[WORK TASK]: The result should be every line in the data below that carries the string "хорда".

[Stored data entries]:
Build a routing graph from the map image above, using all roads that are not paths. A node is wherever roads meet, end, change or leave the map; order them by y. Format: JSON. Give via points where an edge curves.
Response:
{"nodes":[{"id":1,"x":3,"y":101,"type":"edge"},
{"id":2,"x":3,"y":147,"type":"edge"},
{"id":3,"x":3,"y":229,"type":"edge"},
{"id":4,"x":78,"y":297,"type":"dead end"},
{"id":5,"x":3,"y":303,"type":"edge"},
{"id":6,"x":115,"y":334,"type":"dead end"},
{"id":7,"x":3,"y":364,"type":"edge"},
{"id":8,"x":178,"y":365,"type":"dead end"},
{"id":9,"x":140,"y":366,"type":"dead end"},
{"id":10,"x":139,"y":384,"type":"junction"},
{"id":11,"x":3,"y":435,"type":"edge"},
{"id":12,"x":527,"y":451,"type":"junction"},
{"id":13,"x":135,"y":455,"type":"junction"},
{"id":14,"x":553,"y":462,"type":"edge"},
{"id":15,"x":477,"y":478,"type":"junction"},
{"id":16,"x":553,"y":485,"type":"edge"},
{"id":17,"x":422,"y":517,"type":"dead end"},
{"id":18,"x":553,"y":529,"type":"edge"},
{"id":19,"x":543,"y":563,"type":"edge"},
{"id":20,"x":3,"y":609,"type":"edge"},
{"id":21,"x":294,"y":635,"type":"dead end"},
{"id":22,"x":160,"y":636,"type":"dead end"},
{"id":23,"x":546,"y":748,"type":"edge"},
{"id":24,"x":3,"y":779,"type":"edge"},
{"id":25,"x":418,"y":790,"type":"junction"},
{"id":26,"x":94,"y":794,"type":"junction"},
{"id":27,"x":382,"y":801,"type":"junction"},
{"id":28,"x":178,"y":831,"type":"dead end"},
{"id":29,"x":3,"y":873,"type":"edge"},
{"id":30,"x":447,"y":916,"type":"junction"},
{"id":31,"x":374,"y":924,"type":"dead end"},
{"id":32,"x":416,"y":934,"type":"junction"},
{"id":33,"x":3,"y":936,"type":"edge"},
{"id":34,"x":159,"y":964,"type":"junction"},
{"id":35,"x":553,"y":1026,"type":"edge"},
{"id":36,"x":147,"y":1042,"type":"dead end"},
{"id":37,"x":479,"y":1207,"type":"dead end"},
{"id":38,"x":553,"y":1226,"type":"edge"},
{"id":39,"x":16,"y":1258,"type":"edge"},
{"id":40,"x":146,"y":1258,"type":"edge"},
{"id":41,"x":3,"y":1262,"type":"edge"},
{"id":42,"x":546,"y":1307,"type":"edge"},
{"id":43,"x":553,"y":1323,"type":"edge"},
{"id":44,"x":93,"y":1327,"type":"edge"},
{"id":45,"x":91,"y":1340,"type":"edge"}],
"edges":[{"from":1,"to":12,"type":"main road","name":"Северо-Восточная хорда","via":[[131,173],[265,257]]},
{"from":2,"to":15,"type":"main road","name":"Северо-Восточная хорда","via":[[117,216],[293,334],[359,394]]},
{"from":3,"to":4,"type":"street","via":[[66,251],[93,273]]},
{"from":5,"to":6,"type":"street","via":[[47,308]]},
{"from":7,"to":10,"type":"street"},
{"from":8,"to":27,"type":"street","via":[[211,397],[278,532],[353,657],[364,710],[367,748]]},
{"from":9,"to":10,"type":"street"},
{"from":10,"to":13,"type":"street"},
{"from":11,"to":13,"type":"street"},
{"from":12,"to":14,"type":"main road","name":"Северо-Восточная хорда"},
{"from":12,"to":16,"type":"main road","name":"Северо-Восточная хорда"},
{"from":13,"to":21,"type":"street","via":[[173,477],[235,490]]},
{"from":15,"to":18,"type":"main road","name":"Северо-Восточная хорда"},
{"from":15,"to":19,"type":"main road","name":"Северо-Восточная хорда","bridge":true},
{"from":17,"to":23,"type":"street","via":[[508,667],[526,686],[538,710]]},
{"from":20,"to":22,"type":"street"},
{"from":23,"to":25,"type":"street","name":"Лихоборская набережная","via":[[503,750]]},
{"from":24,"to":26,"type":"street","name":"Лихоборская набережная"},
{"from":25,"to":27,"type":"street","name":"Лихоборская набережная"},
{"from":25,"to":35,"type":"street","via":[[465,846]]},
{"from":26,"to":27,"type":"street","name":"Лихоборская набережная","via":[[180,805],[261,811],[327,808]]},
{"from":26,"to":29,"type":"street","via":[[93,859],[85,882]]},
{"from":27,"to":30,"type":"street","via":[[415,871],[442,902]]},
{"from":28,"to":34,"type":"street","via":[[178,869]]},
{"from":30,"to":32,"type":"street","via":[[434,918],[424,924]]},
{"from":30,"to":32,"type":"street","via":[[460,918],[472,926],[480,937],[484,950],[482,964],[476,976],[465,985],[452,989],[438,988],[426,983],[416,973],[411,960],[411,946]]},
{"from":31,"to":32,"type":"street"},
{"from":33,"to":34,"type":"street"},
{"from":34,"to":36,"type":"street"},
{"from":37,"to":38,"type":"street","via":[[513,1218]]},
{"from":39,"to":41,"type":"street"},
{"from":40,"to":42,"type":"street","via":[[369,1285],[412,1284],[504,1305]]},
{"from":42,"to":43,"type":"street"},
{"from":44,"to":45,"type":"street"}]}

[SOLUTION BELOW]:
"edges":[{"from":1,"to":12,"type":"main road","name":"Северо-Восточная хорда","via":[[131,173],[265,257]]},
{"from":2,"to":15,"type":"main road","name":"Северо-Восточная хорда","via":[[117,216],[293,334],[359,394]]},
{"from":12,"to":14,"type":"main road","name":"Северо-Восточная хорда"},
{"from":12,"to":16,"type":"main road","name":"Северо-Восточная хорда"},
{"from":15,"to":18,"type":"main road","name":"Северо-Восточная хорда"},
{"from":15,"to":19,"type":"main road","name":"Северо-Восточная хорда","bridge":true},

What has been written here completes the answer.